**TRY IT**: Only the lines containing "улица" should appear in the answer, copied from the listing below.

**DATA RECORDS**:

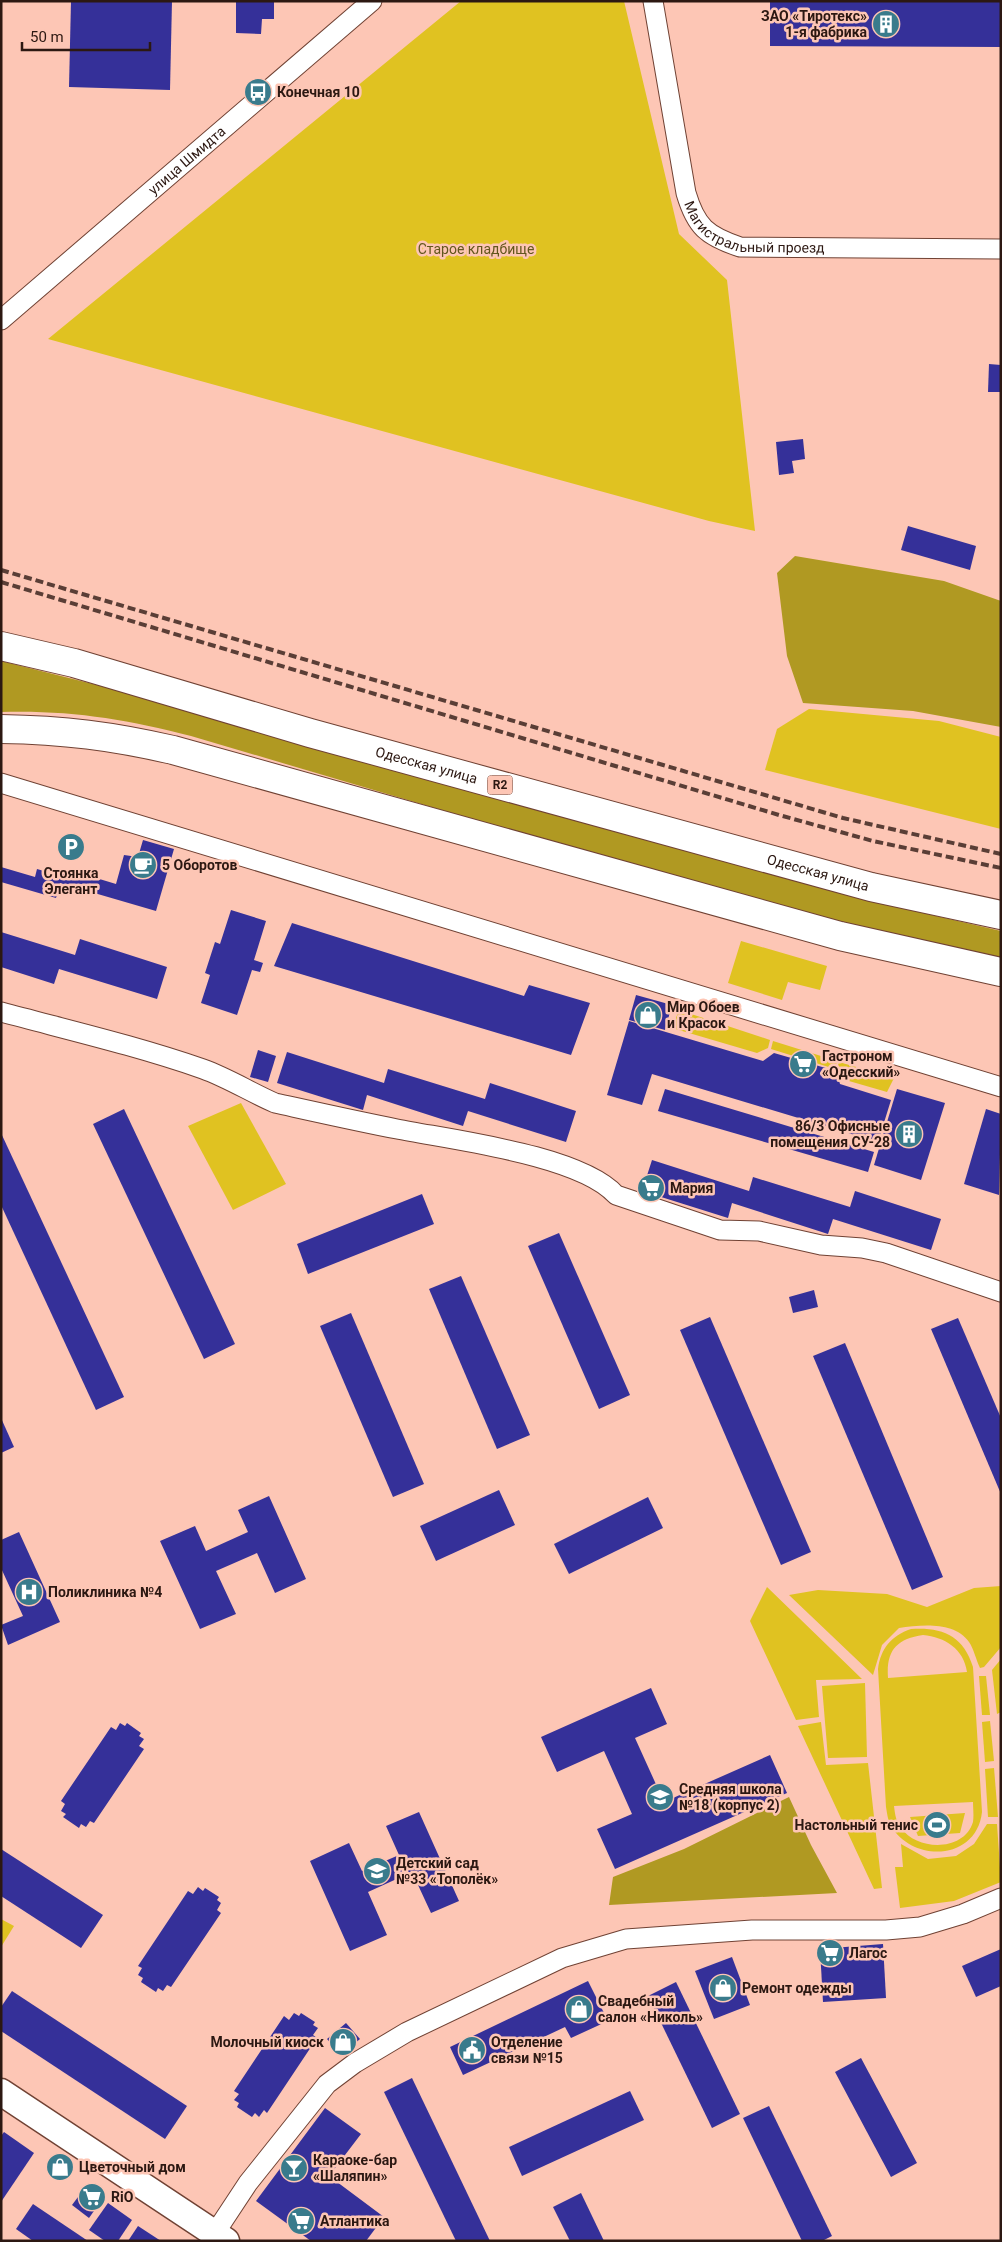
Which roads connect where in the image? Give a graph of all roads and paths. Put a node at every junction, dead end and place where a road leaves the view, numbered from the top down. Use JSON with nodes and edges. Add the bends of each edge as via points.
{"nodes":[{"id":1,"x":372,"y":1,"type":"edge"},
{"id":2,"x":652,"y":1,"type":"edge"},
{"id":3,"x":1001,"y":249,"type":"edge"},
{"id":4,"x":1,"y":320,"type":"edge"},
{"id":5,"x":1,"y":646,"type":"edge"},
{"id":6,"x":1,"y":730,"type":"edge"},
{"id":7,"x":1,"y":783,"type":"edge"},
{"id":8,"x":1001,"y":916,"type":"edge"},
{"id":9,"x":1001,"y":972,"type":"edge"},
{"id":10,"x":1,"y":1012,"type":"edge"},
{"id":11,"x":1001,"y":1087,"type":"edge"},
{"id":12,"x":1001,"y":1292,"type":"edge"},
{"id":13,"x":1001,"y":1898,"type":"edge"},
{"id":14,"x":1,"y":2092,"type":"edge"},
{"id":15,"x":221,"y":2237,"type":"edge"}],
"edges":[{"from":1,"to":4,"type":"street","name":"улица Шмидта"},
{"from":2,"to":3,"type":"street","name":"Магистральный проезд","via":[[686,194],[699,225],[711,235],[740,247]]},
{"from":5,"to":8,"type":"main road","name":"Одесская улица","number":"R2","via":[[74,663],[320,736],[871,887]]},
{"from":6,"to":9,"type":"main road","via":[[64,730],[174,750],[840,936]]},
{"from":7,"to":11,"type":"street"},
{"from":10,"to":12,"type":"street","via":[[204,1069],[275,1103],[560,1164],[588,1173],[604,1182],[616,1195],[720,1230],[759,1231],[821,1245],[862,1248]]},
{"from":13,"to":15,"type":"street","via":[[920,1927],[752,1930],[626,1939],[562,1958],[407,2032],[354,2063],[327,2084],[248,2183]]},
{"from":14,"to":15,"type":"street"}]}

**SOLUTION FOR THIS PROBLEM**:
"edges":[{"from":1,"to":4,"type":"street","name":"улица Шмидта"},
{"from":5,"to":8,"type":"main road","name":"Одесская улица","number":"R2","via":[[74,663],[320,736],[871,887]]},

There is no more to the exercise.